Undertakers offers backpacking accommodation with a difference

 

Next to the backpackers you’ll find the former drapery of Kumara’s own Santa Claus, Phil Duffy, now named Marsala and evidently a drop-in centre for witches (parking ‘violators will be toad’). In the lead up to Christmas during the 1960s and 1970s, the travelling haberdashery man would bring his tame deer, Jim, along and a ‘sleigh’ with wheels under the skids. The children from mining towns all over the West Coast would then enjoy rides in the sleigh hauled by Jim, with Duffy impersonating the big guy in red from the North Pole.

 

The former drapery of Phil Duffy, the Stag Whisperer

 

Just outside the town are places worth a look. To the west is the Kumara Racing Club, established in 1887, and the location of the annual horse racing carnival held each year in January. To the east is the historic ruins of the town’s huge swimming pool, which quickly attracted a less flattering label – ‘the frog pond’. At Dillmanstown, you’ll find the turnoff to the Kapitea Reservoir, a large lake of azure fresh water framed by ranges of snow-capped mountains.

“It’s my favourite place to stop for a break in the whole country,” says sawmill technician, Chris Spencer, when we meet him there. His trusty Toyota Hilux is just about ‘once round the clock’ after traveling more than 800,000km, visiting sawmills in both islands.

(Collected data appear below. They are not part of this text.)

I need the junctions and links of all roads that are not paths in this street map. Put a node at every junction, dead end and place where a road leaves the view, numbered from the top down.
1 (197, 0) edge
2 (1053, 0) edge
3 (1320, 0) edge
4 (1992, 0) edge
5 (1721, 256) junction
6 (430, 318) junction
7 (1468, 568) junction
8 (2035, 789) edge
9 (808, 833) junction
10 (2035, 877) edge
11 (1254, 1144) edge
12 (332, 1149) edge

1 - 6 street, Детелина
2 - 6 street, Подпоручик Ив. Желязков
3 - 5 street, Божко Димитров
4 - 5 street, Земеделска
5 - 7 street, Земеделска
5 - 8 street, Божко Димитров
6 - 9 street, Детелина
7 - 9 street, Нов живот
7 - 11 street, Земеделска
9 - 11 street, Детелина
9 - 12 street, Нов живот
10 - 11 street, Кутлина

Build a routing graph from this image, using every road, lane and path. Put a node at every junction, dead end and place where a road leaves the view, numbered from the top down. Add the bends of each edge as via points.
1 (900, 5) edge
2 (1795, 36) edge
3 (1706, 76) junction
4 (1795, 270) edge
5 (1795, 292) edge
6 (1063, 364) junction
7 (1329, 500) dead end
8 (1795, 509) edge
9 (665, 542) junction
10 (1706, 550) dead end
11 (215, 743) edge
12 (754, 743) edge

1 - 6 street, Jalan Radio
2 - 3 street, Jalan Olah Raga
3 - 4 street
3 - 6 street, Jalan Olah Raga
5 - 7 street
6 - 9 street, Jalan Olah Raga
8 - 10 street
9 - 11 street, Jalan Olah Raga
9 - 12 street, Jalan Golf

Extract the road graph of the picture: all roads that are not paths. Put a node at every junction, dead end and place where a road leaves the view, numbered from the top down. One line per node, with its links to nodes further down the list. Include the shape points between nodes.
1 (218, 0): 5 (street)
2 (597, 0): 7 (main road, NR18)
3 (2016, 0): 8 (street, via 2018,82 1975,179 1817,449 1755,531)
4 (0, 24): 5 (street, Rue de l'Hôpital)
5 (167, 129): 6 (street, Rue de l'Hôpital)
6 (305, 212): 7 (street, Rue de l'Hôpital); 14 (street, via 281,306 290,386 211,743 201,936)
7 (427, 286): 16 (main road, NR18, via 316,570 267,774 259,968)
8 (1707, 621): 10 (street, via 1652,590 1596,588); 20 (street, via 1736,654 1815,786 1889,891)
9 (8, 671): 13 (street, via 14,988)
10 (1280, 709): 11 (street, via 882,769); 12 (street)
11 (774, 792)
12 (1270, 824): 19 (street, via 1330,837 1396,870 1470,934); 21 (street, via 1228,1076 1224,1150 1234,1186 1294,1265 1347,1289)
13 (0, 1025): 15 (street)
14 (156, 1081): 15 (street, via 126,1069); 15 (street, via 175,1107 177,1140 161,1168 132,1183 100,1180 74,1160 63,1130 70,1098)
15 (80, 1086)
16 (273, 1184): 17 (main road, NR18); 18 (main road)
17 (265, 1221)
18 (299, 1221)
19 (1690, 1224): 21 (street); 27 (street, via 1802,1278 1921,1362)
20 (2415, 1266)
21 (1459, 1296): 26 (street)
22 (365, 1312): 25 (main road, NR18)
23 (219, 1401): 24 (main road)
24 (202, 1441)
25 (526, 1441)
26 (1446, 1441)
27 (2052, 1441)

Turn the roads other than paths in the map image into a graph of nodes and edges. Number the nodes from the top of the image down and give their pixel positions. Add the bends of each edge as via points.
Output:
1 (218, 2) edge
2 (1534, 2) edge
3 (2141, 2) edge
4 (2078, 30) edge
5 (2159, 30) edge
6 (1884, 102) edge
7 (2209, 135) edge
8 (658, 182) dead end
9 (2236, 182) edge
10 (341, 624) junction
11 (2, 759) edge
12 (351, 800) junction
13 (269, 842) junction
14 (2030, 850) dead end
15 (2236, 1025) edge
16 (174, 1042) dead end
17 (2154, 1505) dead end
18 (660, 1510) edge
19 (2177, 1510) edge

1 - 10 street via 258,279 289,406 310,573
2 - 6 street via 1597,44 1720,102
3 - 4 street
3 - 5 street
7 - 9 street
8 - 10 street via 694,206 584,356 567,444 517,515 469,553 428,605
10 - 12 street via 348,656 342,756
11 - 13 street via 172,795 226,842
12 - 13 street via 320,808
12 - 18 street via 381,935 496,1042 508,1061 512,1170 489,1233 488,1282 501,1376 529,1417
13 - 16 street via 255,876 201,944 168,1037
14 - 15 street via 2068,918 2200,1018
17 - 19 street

Chris Spencer, enjoying a cuppa at his favourite rest stop

Throughout the 20th century, Kumara began to decline in parallel with the fortunes of those working the gold claims. As this was one of the last gold rushes in New Zealand, the miners were faced with two alternatives – continue to search for gold in Alaska and elsewhere offshore or stay in Kumara. Quite a few chose the latter, sustained by working at the town’s then-busy sawmill or on the huge Kaniere gold dredge that would operate until the 1960s. By beginning of the 21st century however, the town was on its knees, the official population hovering at around 100 residents. That number has now grown to three times as many, proof that there’s gold in bicycle tourism.

Where to camp

• Enjoy some sheltered and secluded camping at Goldsborough Campsite. This sheltered and secluded campsite is the site of an old gold mining town. Explore the gold mining area and try your luck fossicking in the nearby creek. Visit, doc.govt.nz/parks-and-recreation/places-to-go/west-coast/ places/goldsborough-waimea-kumara-area for more.

• Greenstone Retreat is a wellness retreat containing a small campground with four level powered sites and
four non-powered sites. Visit, greenstoneretreat.nz for more.

• Self-contained vehicles can freedom camp at Kumara Power Station.